In the field, specimens of Russula subsection Amoeninae Buyck are identified by their velvety pileus surface and stipe, white spore print, mild taste, and stipe flushed with pink, red, or purple. Microscopically, species of Amoeninae display subglobose spores, typically with prominent amyloid and reticulate ornamentation but without amyloid suprahilar spot. Moreover, the basidiomes completely lack gloeocystidia, and both pileipellis and lamellar edges have large subulate hyphal terminations often arising from short unbranched cells (Buyck 1988, 1994). Because of the complete absence of gloeocystidia, Sarnari (1998) altered the rank of this subsection to subgenus, proposing Russula subg. Amoenula Sarnari. Recent multilocus phylogenetic studies, however, have shown that Amoeninae is in fact a small part of R. subg. Heterophyllidiae section Heterophyllae (see position of R. violeipes Quél. and R. mariae Peck in Buyck et al. 2018).
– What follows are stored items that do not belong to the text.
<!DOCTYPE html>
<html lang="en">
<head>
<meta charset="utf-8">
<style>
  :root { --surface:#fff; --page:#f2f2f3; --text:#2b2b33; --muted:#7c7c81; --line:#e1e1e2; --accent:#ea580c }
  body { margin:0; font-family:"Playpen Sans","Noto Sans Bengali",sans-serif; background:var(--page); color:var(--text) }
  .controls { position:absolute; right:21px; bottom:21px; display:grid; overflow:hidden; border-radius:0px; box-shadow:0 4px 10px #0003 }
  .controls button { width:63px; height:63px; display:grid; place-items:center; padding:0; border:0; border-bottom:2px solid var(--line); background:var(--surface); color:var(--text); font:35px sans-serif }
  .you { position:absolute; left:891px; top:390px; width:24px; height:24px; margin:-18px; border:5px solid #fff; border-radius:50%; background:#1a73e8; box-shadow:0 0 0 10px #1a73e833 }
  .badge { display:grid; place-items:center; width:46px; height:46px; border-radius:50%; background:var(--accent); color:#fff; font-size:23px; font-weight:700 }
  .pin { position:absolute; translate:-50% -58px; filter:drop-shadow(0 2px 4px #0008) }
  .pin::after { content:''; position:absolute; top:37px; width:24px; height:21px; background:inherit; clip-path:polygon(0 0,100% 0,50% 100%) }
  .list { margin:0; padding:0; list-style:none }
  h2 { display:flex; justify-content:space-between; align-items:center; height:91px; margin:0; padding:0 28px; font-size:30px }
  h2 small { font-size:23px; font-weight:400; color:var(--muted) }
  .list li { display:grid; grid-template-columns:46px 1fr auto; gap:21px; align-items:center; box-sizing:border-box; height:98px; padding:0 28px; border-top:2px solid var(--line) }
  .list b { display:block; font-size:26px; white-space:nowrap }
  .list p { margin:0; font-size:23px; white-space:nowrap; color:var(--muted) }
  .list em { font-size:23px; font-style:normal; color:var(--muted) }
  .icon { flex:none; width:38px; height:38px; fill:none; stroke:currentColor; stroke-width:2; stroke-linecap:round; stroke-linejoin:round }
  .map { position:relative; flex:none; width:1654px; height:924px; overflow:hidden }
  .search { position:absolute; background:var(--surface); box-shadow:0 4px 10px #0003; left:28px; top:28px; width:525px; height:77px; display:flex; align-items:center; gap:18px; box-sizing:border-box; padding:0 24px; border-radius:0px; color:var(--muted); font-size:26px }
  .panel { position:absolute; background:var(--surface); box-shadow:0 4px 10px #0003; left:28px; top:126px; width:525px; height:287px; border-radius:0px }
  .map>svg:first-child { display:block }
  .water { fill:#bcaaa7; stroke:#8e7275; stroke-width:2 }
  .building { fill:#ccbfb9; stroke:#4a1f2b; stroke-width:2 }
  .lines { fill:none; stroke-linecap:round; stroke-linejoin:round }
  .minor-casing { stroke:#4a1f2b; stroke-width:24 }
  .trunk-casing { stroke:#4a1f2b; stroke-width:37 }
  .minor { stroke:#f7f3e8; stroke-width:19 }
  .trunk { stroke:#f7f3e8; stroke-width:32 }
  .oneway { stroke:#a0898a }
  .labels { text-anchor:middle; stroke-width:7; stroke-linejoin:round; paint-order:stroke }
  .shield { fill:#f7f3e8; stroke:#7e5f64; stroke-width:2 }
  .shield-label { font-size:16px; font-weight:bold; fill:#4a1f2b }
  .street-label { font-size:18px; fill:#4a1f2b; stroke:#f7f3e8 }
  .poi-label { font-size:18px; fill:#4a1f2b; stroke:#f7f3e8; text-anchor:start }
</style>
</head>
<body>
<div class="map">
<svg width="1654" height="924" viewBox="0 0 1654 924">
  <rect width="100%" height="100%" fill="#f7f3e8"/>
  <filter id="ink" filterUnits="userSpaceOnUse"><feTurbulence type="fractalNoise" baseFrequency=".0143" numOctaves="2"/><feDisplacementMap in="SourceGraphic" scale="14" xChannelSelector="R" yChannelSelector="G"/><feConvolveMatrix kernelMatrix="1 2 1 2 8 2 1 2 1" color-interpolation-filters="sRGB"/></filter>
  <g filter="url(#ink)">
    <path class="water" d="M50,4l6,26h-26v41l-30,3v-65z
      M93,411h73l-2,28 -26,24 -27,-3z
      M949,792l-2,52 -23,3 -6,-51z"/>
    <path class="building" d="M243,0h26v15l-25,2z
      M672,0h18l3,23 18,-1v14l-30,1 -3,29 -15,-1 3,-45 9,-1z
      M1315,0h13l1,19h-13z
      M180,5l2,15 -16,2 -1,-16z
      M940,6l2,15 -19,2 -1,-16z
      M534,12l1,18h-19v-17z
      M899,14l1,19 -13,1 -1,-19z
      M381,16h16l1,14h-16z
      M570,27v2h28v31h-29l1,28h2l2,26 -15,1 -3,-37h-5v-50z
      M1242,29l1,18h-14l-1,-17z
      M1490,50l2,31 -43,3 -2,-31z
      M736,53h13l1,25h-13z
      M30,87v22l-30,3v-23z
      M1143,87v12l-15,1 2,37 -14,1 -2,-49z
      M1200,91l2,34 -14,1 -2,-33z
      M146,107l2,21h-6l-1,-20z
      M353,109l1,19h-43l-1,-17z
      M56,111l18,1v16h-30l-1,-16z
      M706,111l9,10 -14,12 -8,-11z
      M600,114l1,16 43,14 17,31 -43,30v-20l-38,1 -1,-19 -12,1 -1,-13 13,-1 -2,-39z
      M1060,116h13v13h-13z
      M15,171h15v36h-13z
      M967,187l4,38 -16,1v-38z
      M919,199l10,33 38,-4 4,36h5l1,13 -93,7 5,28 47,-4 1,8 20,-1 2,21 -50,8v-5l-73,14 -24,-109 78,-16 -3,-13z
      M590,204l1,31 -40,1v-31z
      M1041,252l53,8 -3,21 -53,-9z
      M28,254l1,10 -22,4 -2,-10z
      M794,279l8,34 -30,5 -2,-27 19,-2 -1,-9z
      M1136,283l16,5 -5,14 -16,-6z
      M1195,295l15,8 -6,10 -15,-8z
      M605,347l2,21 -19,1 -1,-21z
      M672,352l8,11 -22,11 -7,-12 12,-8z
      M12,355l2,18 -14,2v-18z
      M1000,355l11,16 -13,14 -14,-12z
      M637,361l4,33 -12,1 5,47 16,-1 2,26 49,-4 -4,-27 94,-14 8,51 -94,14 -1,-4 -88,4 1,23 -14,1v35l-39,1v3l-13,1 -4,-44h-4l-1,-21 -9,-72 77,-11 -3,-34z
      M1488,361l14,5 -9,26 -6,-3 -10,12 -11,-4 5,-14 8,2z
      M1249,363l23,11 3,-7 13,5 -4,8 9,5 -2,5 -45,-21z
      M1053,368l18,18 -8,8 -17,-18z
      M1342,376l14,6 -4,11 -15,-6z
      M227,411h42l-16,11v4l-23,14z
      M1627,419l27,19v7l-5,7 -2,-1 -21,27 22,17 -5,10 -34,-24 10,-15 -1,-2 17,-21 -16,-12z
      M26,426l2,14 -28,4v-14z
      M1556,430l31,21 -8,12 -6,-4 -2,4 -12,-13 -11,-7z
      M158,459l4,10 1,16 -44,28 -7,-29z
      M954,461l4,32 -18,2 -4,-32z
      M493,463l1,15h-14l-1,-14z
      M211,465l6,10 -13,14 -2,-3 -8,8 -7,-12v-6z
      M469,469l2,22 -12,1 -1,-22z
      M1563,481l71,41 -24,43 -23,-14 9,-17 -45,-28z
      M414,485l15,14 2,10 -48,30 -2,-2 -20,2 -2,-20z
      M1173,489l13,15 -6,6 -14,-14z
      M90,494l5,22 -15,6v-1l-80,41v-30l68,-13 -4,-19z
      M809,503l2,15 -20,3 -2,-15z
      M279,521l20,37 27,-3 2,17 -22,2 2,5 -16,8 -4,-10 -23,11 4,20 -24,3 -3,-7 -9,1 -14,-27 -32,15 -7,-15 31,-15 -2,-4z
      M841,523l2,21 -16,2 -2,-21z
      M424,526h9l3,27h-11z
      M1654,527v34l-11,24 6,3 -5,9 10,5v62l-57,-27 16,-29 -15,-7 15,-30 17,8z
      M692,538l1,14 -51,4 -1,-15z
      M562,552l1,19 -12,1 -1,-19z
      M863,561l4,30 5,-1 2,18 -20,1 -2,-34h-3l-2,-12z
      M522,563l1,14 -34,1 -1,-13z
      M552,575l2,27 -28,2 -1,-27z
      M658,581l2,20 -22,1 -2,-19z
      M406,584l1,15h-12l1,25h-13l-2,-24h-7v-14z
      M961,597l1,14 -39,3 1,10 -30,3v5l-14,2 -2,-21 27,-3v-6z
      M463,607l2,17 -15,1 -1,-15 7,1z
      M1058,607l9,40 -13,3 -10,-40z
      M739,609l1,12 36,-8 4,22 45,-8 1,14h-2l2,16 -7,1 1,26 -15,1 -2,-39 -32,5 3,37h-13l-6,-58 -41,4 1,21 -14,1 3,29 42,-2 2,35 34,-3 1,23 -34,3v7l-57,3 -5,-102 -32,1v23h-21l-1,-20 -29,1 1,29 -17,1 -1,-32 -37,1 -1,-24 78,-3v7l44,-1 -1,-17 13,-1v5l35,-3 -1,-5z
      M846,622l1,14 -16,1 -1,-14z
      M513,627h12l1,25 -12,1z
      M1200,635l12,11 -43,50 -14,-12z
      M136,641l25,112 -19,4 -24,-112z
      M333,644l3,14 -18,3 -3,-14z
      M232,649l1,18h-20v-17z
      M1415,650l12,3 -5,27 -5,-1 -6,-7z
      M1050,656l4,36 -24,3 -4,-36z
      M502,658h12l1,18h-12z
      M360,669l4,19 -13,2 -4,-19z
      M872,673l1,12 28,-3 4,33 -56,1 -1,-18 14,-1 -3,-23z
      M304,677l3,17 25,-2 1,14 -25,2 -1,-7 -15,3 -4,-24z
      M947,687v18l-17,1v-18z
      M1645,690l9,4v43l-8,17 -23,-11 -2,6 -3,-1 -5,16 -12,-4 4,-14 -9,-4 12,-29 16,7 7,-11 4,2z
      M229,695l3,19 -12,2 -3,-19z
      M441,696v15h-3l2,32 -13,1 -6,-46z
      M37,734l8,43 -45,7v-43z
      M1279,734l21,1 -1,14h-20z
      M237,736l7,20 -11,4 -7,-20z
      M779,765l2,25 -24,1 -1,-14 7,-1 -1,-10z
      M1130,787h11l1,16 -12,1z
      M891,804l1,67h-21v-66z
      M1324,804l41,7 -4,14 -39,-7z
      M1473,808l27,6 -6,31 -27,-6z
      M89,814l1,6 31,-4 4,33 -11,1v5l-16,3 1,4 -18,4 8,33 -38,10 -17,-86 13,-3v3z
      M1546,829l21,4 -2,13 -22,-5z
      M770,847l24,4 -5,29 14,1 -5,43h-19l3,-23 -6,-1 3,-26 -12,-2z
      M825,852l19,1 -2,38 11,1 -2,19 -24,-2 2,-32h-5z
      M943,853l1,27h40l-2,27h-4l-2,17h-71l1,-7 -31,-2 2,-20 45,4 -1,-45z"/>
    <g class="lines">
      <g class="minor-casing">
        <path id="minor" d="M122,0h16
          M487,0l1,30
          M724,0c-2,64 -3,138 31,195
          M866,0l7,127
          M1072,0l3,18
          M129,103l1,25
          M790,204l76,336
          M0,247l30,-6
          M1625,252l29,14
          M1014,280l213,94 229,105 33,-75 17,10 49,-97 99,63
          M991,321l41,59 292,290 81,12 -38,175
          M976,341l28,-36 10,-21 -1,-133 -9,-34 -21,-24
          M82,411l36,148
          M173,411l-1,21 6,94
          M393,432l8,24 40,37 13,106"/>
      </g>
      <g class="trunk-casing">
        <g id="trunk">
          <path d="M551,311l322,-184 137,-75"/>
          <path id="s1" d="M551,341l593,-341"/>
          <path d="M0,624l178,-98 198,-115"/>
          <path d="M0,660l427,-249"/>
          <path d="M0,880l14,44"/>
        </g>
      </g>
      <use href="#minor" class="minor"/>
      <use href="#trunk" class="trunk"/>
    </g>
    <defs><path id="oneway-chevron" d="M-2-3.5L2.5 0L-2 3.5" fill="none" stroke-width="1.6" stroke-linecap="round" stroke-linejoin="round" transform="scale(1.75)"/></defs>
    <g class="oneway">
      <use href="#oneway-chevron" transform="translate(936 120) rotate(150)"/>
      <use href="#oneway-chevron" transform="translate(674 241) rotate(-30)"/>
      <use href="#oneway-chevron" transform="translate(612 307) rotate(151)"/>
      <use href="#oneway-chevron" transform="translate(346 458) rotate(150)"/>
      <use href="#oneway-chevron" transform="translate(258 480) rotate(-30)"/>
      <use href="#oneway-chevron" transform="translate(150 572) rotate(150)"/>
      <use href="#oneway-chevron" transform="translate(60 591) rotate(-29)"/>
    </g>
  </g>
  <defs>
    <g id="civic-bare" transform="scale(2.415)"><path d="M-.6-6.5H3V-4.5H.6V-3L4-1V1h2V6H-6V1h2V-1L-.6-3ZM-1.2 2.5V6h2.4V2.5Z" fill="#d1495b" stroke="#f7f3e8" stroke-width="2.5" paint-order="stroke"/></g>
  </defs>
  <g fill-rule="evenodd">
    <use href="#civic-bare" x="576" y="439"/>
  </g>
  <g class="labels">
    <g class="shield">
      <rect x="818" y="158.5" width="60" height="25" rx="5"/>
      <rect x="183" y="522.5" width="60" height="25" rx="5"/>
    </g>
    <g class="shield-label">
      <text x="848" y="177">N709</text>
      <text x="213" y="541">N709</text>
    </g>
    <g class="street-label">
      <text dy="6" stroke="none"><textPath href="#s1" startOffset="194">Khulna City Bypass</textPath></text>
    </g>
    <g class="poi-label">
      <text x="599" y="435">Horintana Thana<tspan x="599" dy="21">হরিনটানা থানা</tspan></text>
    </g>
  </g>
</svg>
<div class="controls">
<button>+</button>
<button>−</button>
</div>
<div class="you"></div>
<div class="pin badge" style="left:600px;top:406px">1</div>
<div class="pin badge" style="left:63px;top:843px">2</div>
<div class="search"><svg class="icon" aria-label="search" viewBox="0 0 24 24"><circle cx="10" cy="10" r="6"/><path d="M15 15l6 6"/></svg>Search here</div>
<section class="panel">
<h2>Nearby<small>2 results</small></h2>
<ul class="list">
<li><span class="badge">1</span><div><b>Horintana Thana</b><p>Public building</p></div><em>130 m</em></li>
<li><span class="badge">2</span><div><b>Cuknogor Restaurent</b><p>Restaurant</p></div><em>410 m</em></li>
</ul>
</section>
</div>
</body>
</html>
To date, 34 species have been published worldwide within Russula subsection Amoeninae (Suppl. material 1: Table S1), some of which were not originally placed in this group (e.g. R. diversicolor Pegler, R. epitheliosa Singer, and R. variegata Romagn.). However, their microscopic features are very similar to those of other Amoeninae species. Three species have been reported from Europe: R. amoena Quél., R. amoenicolor Romagn., and R. violeipes Quél. (Sarnari 1998). Although no relevant molecular studies have been performed that include species from North America, previous studies using morphological data have listed 14 species for this area (Suppl. material 1: Table S1). Regarding the tropics, R. diversicolor and R. epitheliosa were reported from neotropical areas of Latin America (Buyck 1988), as were six species from tropical areas of Africa (Buyck 1994; Buyck and Sharp 2007) and Madagascar (Heim 1938), and two species from arid areas of Australia (Lebel and Tonkin 2007, Hyde et al. 2016). Finally, six species native to Asia have been described, two from East Asia (Chiu 1945; Hongo 1968), and four from India (Das et al. 2005, 2017; Crous et al. 2016; Hyde et al. 2016).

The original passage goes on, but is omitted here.